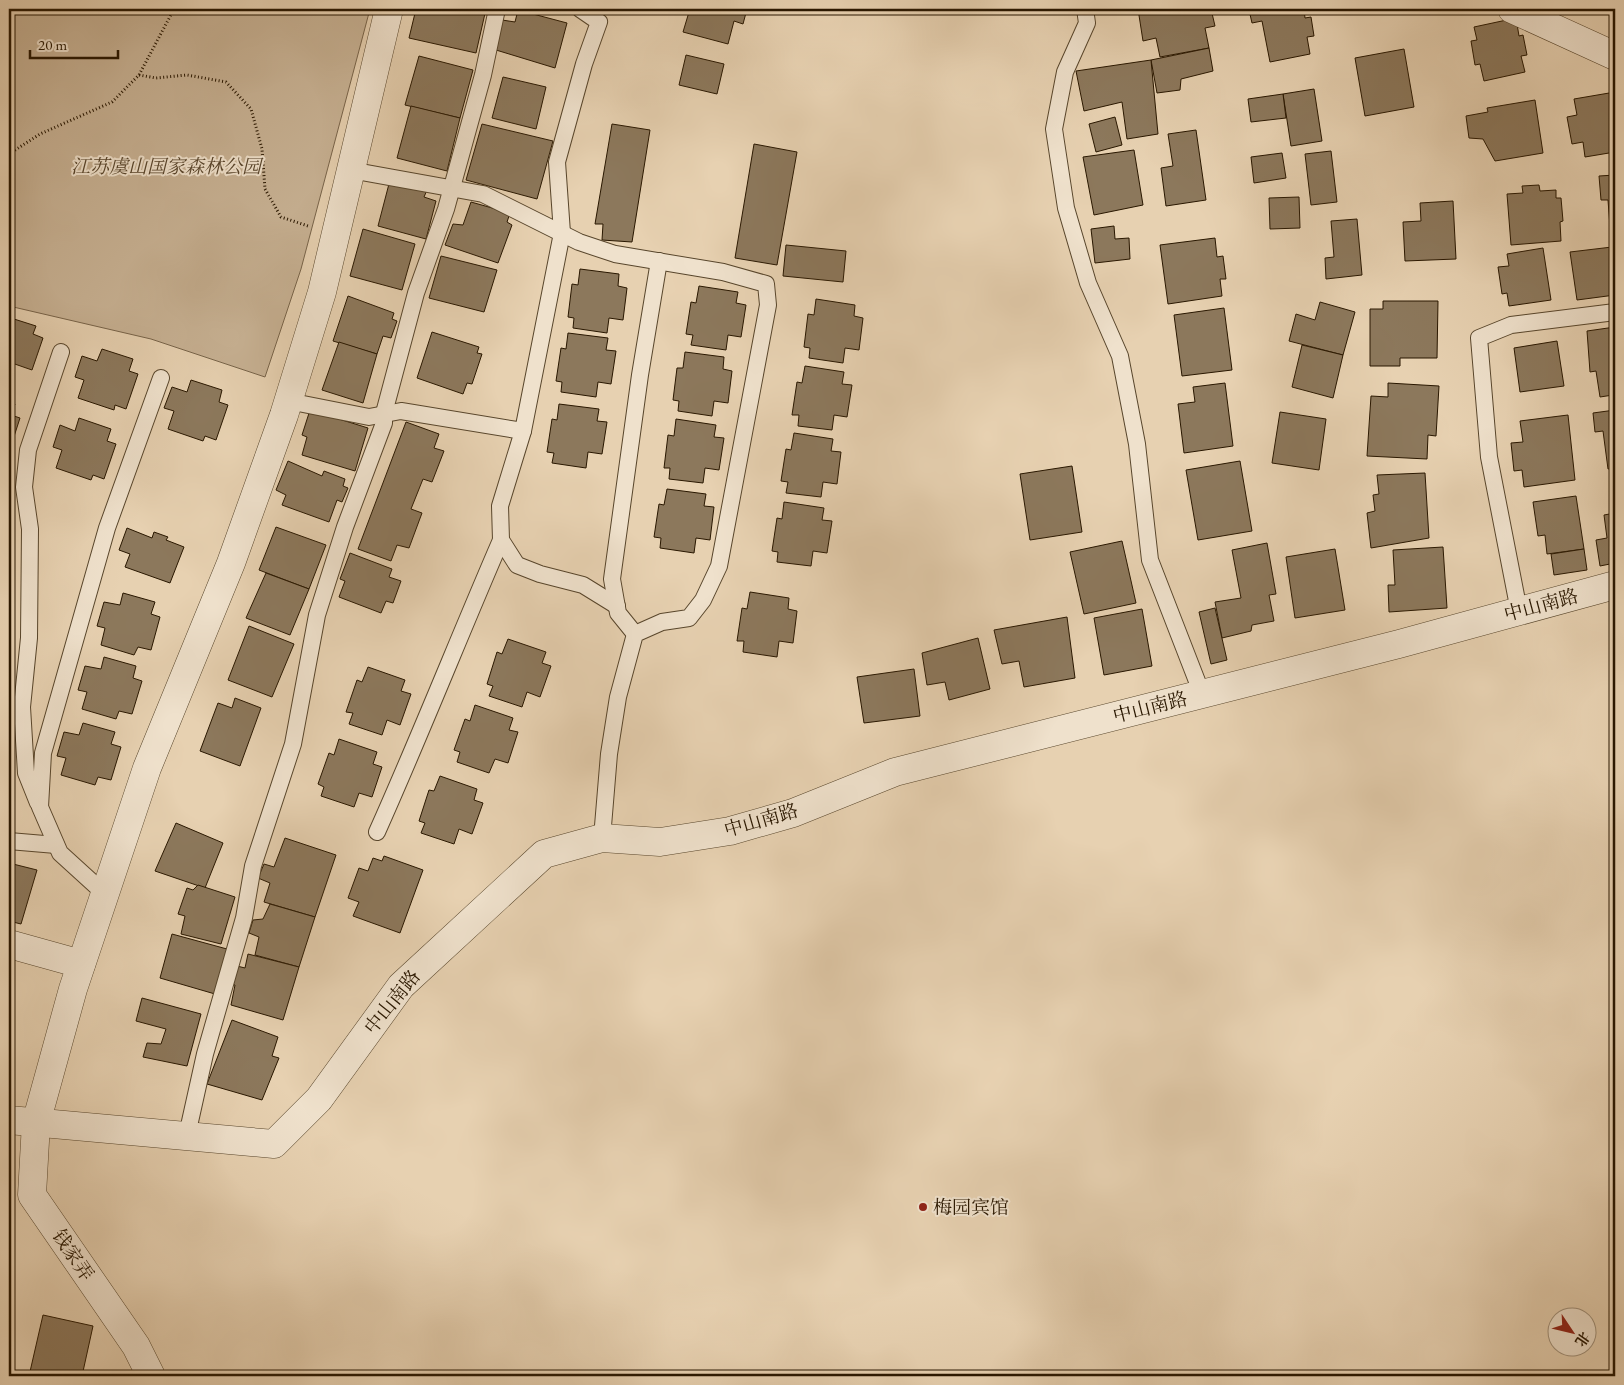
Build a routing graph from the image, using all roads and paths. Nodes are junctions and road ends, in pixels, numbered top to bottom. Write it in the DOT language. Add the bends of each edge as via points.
graph roads {
  1 [pos="174,9"];
  2 [pos="389,9"];
  3 [pos="496,9"];
  4 [pos="580,9"];
  5 [pos="1085,9"];
  6 [pos="1512,9"];
  7 [pos="1615,56"];
  8 [pos="139,75"];
  9 [pos="9,154"];
  10 [pos="350,170"];
  11 [pos="452,186"];
  12 [pos="562,233"];
  13 [pos="335,234"];
  14 [pos="659,261"];
  15 [pos="1615,312"];
  16 [pos="61,352"];
  17 [pos="161,378"];
  18 [pos="288,400"];
  19 [pos="384,413"];
  20 [pos="523,431"];
  21 [pos="501,540"];
  22 [pos="1615,585"];
  23 [pos="617,606"];
  24 [pos="1519,611"];
  25 [pos="635,634"];
  26 [pos="1202,694"];
  27 [pos="40,807"];
  28 [pos="377,832"];
  29 [pos="602,838"];
  30 [pos="9,841"];
  31 [pos="56,845"];
  32 [pos="105,894"];
  33 [pos="9,944"];
  34 [pos="81,964"];
  35 [pos="9,1120"];
  36 [pos="36,1123"];
  37 [pos="187,1135"];
  38 [pos="151,1376"];
  1 -- 8 [label="path"];
  2 -- 10 [label="street, 钱家弄"];
  3 -- 11 [label="lane" via="484,75"];
  4 -- 12 [label="lane" via="600,22 584,64 557,162"];
  5 -- 26 [label="lane" via="1087,23 1065,72 1054,129 1066,208 1088,282 1120,356 1137,444 1150,560"];
  6 -- 7 [label="street"];
  8 -- 9 [label="path" via="112,102 40,134"];
  8 -- 13 [label="path" via="156,78 187,75 226,82 251,109 262,149 265,189 281,217"];
  10 -- 11 [label="lane"];
  10 -- 13 [label="street, 钱家弄"];
  11 -- 12 [label="lane" via="482,194"];
  11 -- 19 [label="lane" via="416,293"];
  12 -- 14 [label="lane" via="615,254"];
  12 -- 20 [label="lane"];
  13 -- 18 [label="street, 钱家弄" via="322,292"];
  14 -- 23 [label="lane" via="612,579"];
  14 -- 25 [label="lane" via="723,272 766,284 768,305 719,566 703,600 689,618 662,622"];
  15 -- 24 [label="lane" via="1511,325 1479,338 1490,458"];
  16 -- 27 [label="lane" via="28,450 24,487 30,529 28,638 22,707 26,773"];
  17 -- 27 [label="lane" via="107,528 65,670 43,753"];
  18 -- 19 [label="lane" via="369,417"];
  18 -- 32 [label="street, 钱家弄" via="231,564 147,768"];
  19 -- 20 [label="lane" via="401,411"];
  19 -- 37 [label="lane" via="384,423 345,527 318,615 293,744 253,866 244,918 205,1054"];
  20 -- 21 [label="lane" via="500,506"];
  21 -- 23 [label="lane" via="517,565 583,584"];
  21 -- 28 [label="lane"];
  22 -- 24 [label="street, 中山南路"];
  23 -- 25 [label="lane" via="618,613"];
  24 -- 26 [label="street, 中山南路"];
  25 -- 29 [label="lane" via="618,697 609,754"];
  26 -- 29 [label="street, 中山南路" via="895,772 793,813 730,831 660,842"];
  27 -- 31 [label="lane"];
  29 -- 37 [label="street, 中山南路" via="544,854 401,986 319,1099 274,1144"];
  30 -- 31 [label="lane"];
  31 -- 32 [label="lane" via="60,853"];
  32 -- 34 [label="street, 钱家弄"];
  33 -- 34 [label="street"];
  34 -- 36 [label="street, 钱家弄"];
  35 -- 36 [label="street, 中山南路"];
  36 -- 37 [label="street, 中山南路"];
  36 -- 38 [label="street, 钱家弄" via="32,1195 136,1346"];
}
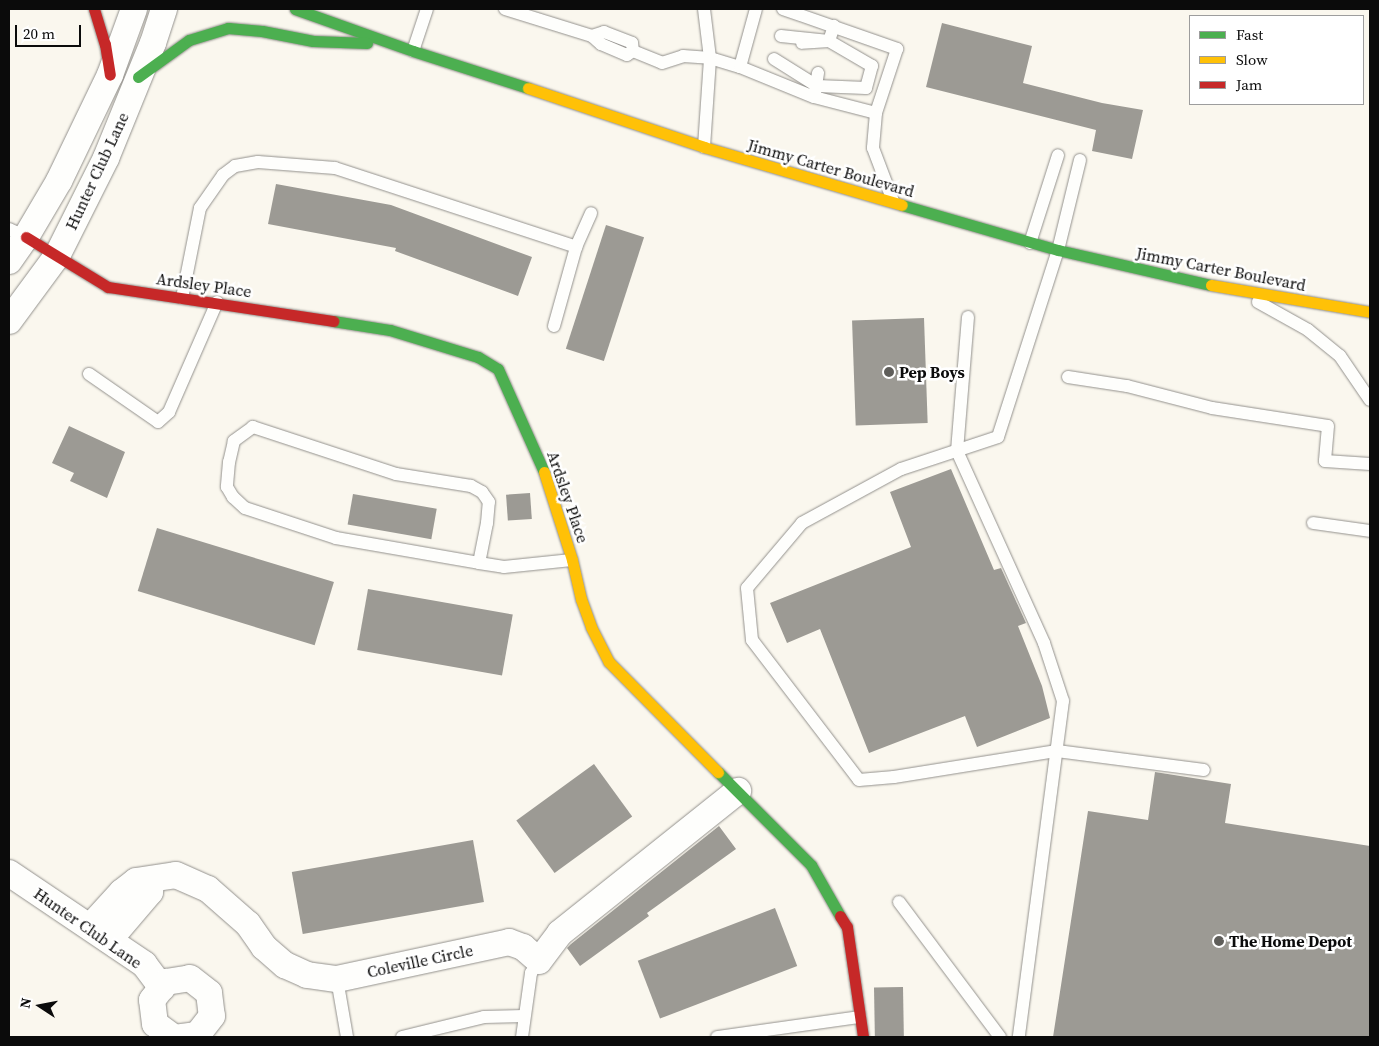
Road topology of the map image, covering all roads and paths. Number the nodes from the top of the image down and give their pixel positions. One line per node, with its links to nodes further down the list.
1 (94, 9): 21 (main road)
2 (134, 9): 21 (street, Hunter Club Lane)
3 (164, 9): 22 (street, Hunter Club Lane)
4 (295, 9): 12 (main road, Jimmy Carter Boulevard)
5 (427, 9): 15 (lane)
6 (504, 9): 16 (lane)
7 (704, 9): 16 (lane)
8 (756, 9): 20 (lane)
9 (783, 9): 10 (lane)
10 (834, 26): 14 (lane); 25 (lane)
11 (781, 36): 14 (lane)
12 (391, 43): 15 (main road, Jimmy Carter Boulevard); 22 (main road)
13 (802, 43): 14 (lane)
14 (827, 47): 18 (lane); 24 (lane)
15 (413, 51): 26 (main road, Jimmy Carter Boulevard)
16 (710, 58): 20 (lane); 26 (lane)
17 (774, 59): 24 (lane)
18 (853, 60)
19 (794, 65): 24 (lane)
20 (740, 67): 24 (lane)
21 (110, 75): 31 (street, Hunter Club Lane)
22 (138, 77): 35 (street, Hunter Club Lane)
23 (846, 83): 24 (lane)
24 (816, 85): 25 (lane)
25 (876, 113): 29 (lane)
26 (704, 147): 29 (main road, Jimmy Carter Boulevard)
27 (1058, 155): 32 (lane)
28 (1080, 160): 34 (lane)
29 (894, 204): 32 (main road, Jimmy Carter Boulevard)
30 (591, 214): 33 (lane)
31 (18, 233): 35 (main road, Ardsley Place); 36 (street, Hunter Club Lane)
32 (1030, 242): 34 (main road, Jimmy Carter Boulevard)
33 (576, 247): 38 (lane); 43 (lane)
34 (1058, 250): 37 (main road, Jimmy Carter Boulevard); 47 (lane)
35 (57, 256): 38 (main road, Ardsley Place); 42 (street, Hunter Club Lane)
36 (9, 261)
37 (1239, 291): 40 (main road, Jimmy Carter Boulevard); 46 (lane)
38 (182, 298): 39 (main road, Ardsley Place)
39 (217, 302): 44 (lane); 51 (main road, Ardsley Place)
40 (1370, 312)
41 (968, 317): 47 (lane)
42 (9, 321)
43 (554, 326)
44 (90, 374)
45 (1068, 376): 48 (lane)
46 (1370, 400)
47 (956, 451): 53 (lane); 53 (lane)
48 (1370, 464)
49 (1313, 523): 50 (lane)
50 (1370, 531)
51 (572, 560): 52 (lane); 55 (main road, Ardsley Place)
52 (479, 563): 52 (lane)
53 (1057, 751): 54 (lane); 71 (lane)
54 (1204, 770)
55 (738, 791): 59 (street); 63 (main road, Ardsley Place)
56 (9, 873): 58 (street, Hunter Club Lane)
57 (900, 902): 70 (lane)
58 (99, 933): 60 (street, Coleville Circle); 61 (street, Hunter Club Lane)
59 (539, 961): 60 (street, Coleville Circle); 62 (lane)
60 (337, 979): 65 (lane)
61 (162, 988): 64 (street); 64 (street)
62 (524, 1016): 66 (lane); 67 (lane)
63 (860, 1017): 68 (lane); 69 (main road, Ardsley Place)
64 (184, 1037)
65 (347, 1037)
66 (402, 1037)
67 (522, 1037)
68 (717, 1037)
69 (863, 1037)
70 (1000, 1037)
71 (1019, 1037)

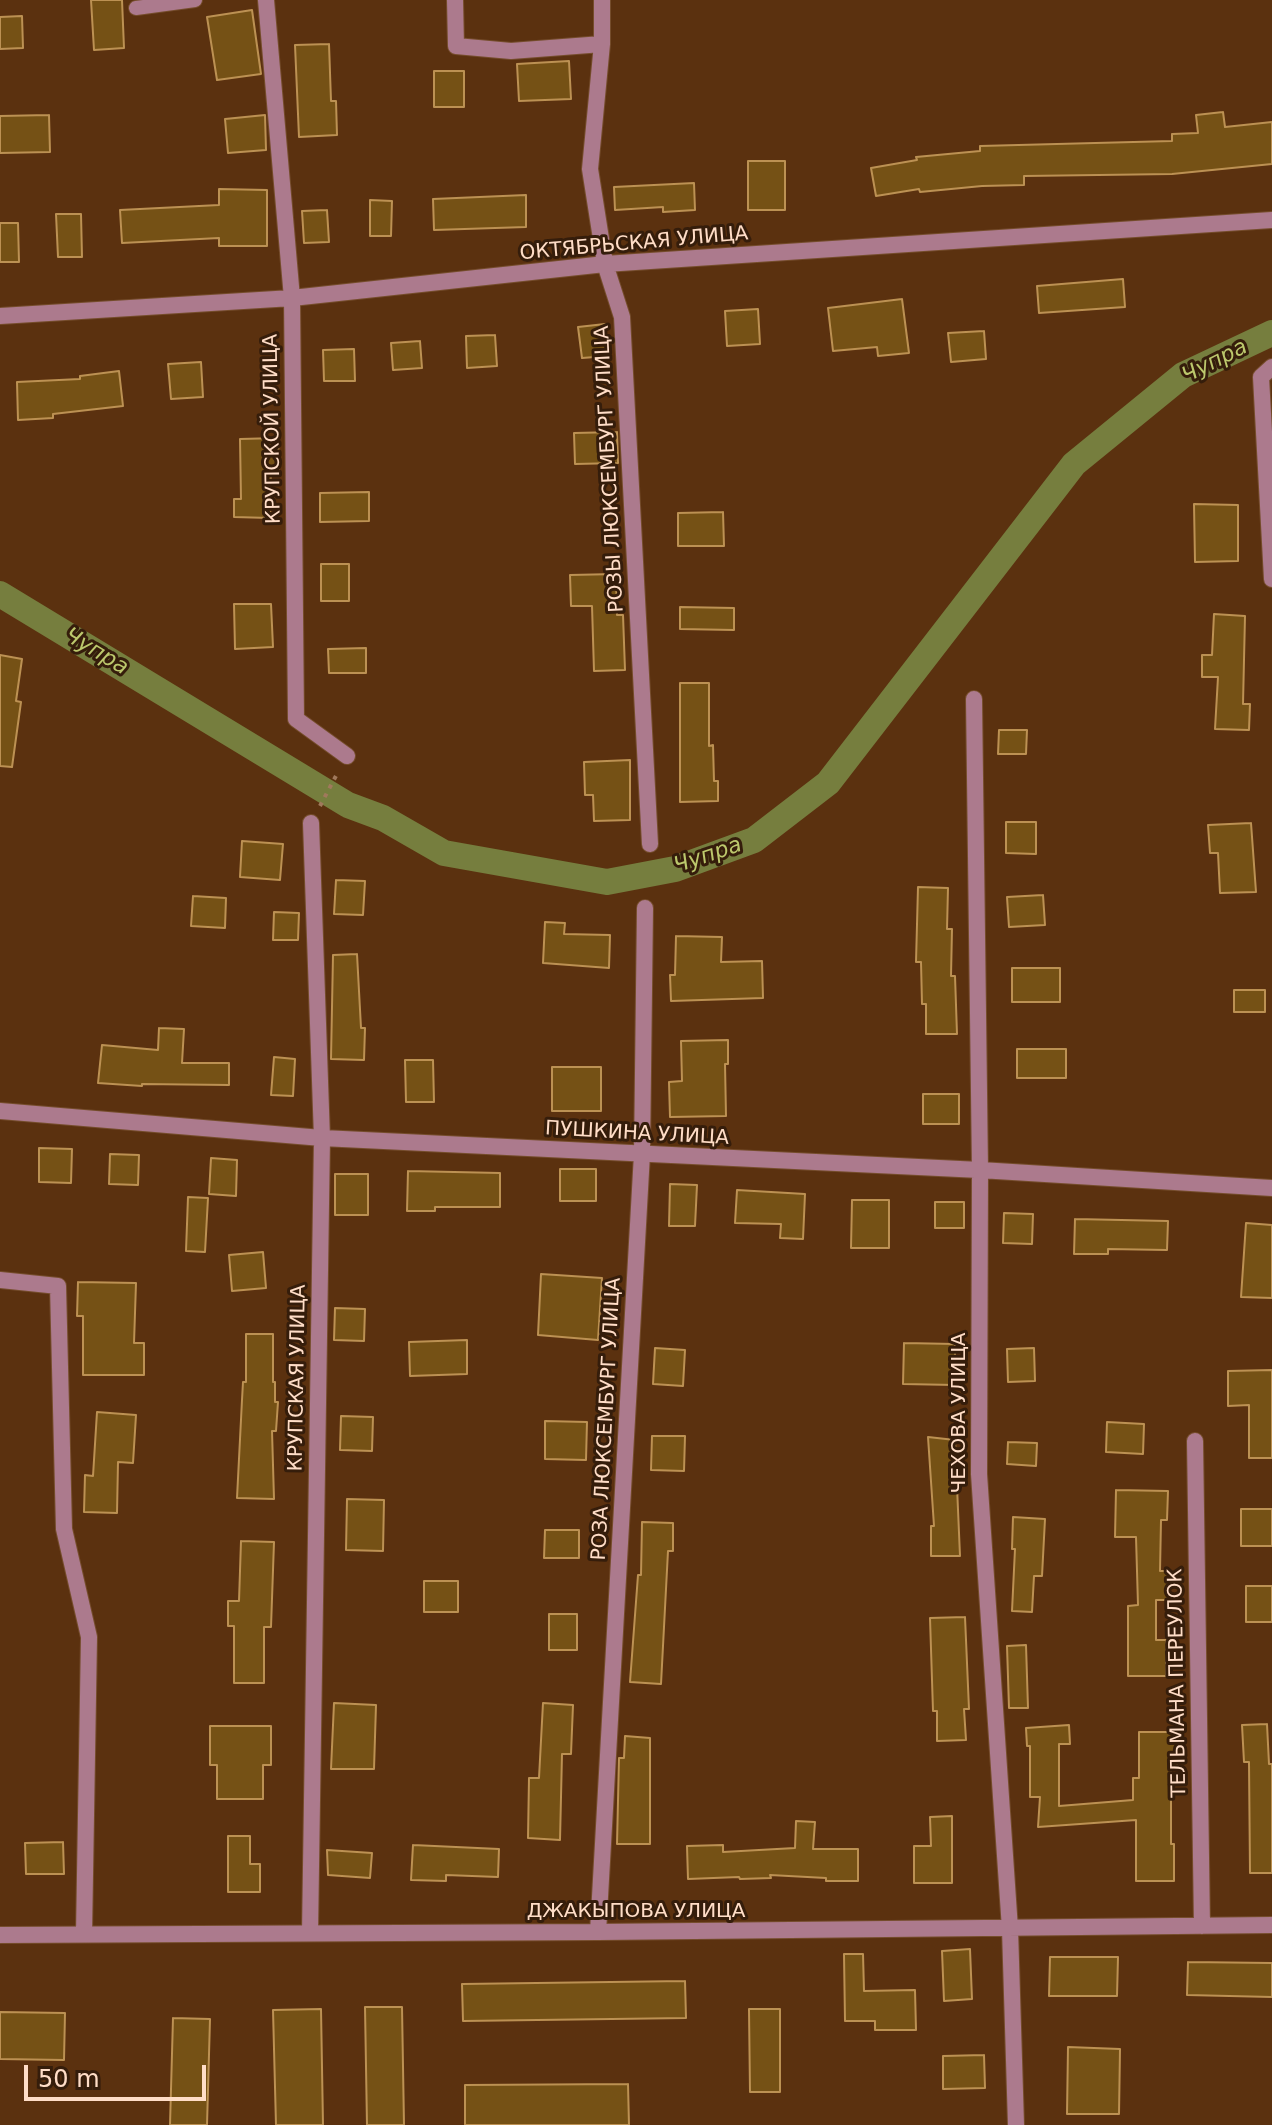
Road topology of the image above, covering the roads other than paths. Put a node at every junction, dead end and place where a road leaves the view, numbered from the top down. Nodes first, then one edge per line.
1 (195, 0) edge
2 (266, 0) edge
3 (455, 0) edge
4 (602, 0) edge
5 (136, 8) dead end
6 (602, 44) junction
7 (1272, 220) edge
8 (605, 264) junction
9 (292, 298) junction
10 (0, 316) edge
11 (1272, 367) edge
12 (1272, 579) edge
13 (974, 699) dead end
14 (347, 756) road end
15 (311, 823) road end
16 (650, 844) dead end
17 (645, 908) dead end
18 (0, 1111) edge
19 (322, 1138) junction
20 (642, 1154) junction
21 (980, 1170) junction
22 (1272, 1188) edge
23 (0, 1280) edge
24 (1195, 1441) dead end
25 (1272, 1925) edge
26 (1202, 1926) junction
27 (1010, 1929) junction
28 (598, 1932) junction
29 (310, 1933) junction
30 (84, 1934) junction
31 (0, 1935) edge
32 (1016, 2125) edge

1 - 5 lane
2 - 9 street, КРУПСКОЙ УЛИЦА
3 - 6 street
4 - 6 street, РОЗЫ ЛЮКСЕМБУРГ УЛИЦА
6 - 8 street, РОЗЫ ЛЮКСЕМБУРГ УЛИЦА
7 - 8 street, ОКТЯБРЬСКАЯ УЛИЦА
8 - 9 street, ОКТЯБРЬСКАЯ УЛИЦА
8 - 16 street, РОЗЫ ЛЮКСЕМБУРГ УЛИЦА
9 - 10 street, ОКТЯБРЬСКАЯ УЛИЦА
9 - 14 street, КРУПСКОЙ УЛИЦА
11 - 12 street
13 - 21 street, ЧЕХОВА УЛИЦА
15 - 19 street, КРУПСКАЯ УЛИЦА
17 - 20 street, РОЗА ЛЮКСЕМБУРГ УЛИЦА
18 - 19 street, ПУШКИНА УЛИЦА
19 - 20 street, ПУШКИНА УЛИЦА
19 - 29 street, КРУПСКАЯ УЛИЦА
20 - 21 street, ПУШКИНА УЛИЦА
20 - 28 street, РОЗА ЛЮКСЕМБУРГ УЛИЦА
21 - 22 street, ПУШКИНА УЛИЦА
21 - 27 street, ЧЕХОВА УЛИЦА
23 - 30 street
24 - 26 street, ТЕЛЬМАНА ПЕРЕУЛОК
25 - 26 street, ДЖАКЫПОВА УЛИЦА
26 - 27 street, ДЖАКЫПОВА УЛИЦА
27 - 28 street, ДЖАКЫПОВА УЛИЦА
27 - 32 street, ЧЕХОВА УЛИЦА
28 - 29 street, ДЖАКЫПОВА УЛИЦА
29 - 30 street, ДЖАКЫПОВА УЛИЦА
30 - 31 street, ДЖАКЫПОВА УЛИЦА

- **Try it**: How many of the lines above hold the word "ПУШКИНА"? Give only that number.

- **Solution to the exercise**: 4